Alright, let's get our hands dirty and solve this inequality to figure out exactly how many weeks Leon needs to save. Here's a step-by-step breakdown:

Step 1: Isolate the Variable Term

Our goal is to get the term with the variable ($20x$) by itself on one side of the inequality. To do this, we need to get rid of the $130$ that's being added to it. We can achieve this by subtracting $130$ from both sides of the inequality. Remember, whatever we do to one side, we must do to the other to maintain the balance.

$130 + 20x > 350$

Subtract $130$ from both sides:

$130 + 20x - 130 > 350 - 130$

This simplifies to:

$20x > 220$

Step 2: Solve for the Variable

Now we have $20x > 220$. To isolate $x$, we need to get rid of the $20$ that's multiplying it. We can do this by dividing both sides of the inequality by $20$.

$20x > 220$

Divide both sides by $20$:

$\frac{20x}{20} > \frac{220}{20}$

This simplifies to:

$x > 11$

Step 3: Interpret the Solution

So, what does $x > 11$ actually mean? It means that $x$, the number of weeks Leon needs to save, must be greater than $11$. In other words, Leon needs to save for more than 11 weeks to have enough money to buy the bike.

Since Leon can't save for a fraction of a week, he needs to save for at least 12 full weeks to reach his goal.

Visualizing the Solution

Sometimes, it helps to visualize the solution to an inequality. We can do this using a number line.

Creating the Number Line

1. Draw a number line.
2. Mark the point $11$ on the number line. This is our critical value.
3. Since the inequality is $x > 11$ (greater than, not greater than or equal to), we use an open circle at $11$ to indicate that $11$ is not included in the solution.
4. Shade the region of the number line to the right of $11$. This represents all the values of $x$ that are greater than $11$.

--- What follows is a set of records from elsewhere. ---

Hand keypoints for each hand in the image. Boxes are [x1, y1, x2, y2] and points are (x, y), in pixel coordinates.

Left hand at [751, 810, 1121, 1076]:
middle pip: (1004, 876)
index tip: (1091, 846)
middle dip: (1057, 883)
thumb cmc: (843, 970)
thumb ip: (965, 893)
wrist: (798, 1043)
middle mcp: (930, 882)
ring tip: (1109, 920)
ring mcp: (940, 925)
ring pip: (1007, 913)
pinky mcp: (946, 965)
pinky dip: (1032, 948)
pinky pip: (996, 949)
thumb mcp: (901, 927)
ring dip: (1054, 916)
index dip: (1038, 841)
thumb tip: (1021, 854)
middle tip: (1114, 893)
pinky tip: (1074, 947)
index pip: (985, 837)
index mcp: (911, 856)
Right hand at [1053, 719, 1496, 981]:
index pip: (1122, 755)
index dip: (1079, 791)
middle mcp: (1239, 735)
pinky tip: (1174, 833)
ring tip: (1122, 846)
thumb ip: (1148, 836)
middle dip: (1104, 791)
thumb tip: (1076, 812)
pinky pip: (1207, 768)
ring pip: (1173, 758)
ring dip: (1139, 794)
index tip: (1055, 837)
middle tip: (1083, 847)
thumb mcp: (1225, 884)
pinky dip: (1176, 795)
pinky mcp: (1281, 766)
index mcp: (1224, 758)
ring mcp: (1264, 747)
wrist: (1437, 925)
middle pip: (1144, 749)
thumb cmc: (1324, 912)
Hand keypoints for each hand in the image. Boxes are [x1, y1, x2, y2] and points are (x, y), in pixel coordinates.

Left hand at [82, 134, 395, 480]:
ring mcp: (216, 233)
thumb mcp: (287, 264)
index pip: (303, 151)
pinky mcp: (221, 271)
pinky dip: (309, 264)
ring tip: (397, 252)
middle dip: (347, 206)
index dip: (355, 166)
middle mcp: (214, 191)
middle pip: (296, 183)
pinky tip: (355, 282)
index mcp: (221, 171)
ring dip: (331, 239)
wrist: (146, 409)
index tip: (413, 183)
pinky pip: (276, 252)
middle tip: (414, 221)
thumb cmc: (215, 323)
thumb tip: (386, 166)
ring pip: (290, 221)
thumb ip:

Interpreting the Number Line

The shaded region on the number line visually shows us all the possible values for the number of weeks Leon needs to save. Any number in the shaded region (like 12, 13, 14, and so on) will satisfy the inequality and allow Leon to reach his savings goal.

Checking the Solution

It's always a good idea to check our solution to make sure it makes sense. Let's pick a number greater than 11, say 12, and plug it back into the original inequality:

$130 + 20x > 350$

Substitute $x = 12$:

$130 + 20(12) > 350$

$130 + 240 > 350$

$370 > 350$

This is true! So, saving for 12 weeks will indeed give Leon more than $350. Let's try a number less than or equal to 11, say 11:

$130 + 20x > 350$

Substitute $x = 11$:

$130 + 20(11) > 350$

$130 + 220 > 350$

$350 > 350$

This is false! Saving for only 11 weeks results in exactly $350, which is not more than $350. This confirms that our solution $x > 11$ is correct.

Real-World Implications and Considerations

Okay, so we've mathematically determined that Leon needs to save for more than 11 weeks. But let's bring this back to the real world. Here are some additional things Leon might consider:

• Bike Cost Fluctuations: The price of the bike might change! If the bike goes on sale, Leon might need to save for fewer weeks. Conversely, if the price increases, he might need to save for longer.
• Unexpected Expenses: Life happens! Leon might encounter unexpected expenses that dip into his bike savings. He'll need to adjust his savings plan accordingly.
• Earning More: Maybe Leon could find ways to earn extra money, like doing odd jobs or selling some of his old stuff. This would accelerate his savings and get him on that bike sooner.
• Interest: If Leon puts his savings in an account that earns interest, his money will grow faster, potentially shortening the saving time.

Conclusion: Leon's Path to Two Wheels

So, there you have it! By using an inequality, we've helped Leon figure out how many weeks he needs to save to achieve his dream of owning a new bike. Remember, the inequality $130 + 20x > 350$ tells us that Leon needs to save for more than 11 weeks. In practical terms, he'll need to save for at least 12 weeks.

Key Takeaways

• Inequalities are powerful tools for representing and solving real-world problems involving comparisons.
• Solving inequalities involves similar steps to solving equations, with a key difference: multiplying or dividing by a negative number reverses the direction of the inequality.
• Visualizing solutions on a number line can provide a clear understanding of the possible values.
• Real-world context is crucial for interpreting and applying mathematical solutions.

Now, let's all cheer Leon on as he diligently saves each week, bringing him closer to the joy of riding his brand-new bike! You got this, Leon! And remember guys, understanding math can help you achieve your own goals too, whether it's buying a bike, planning a vacation, or anything else you set your mind to!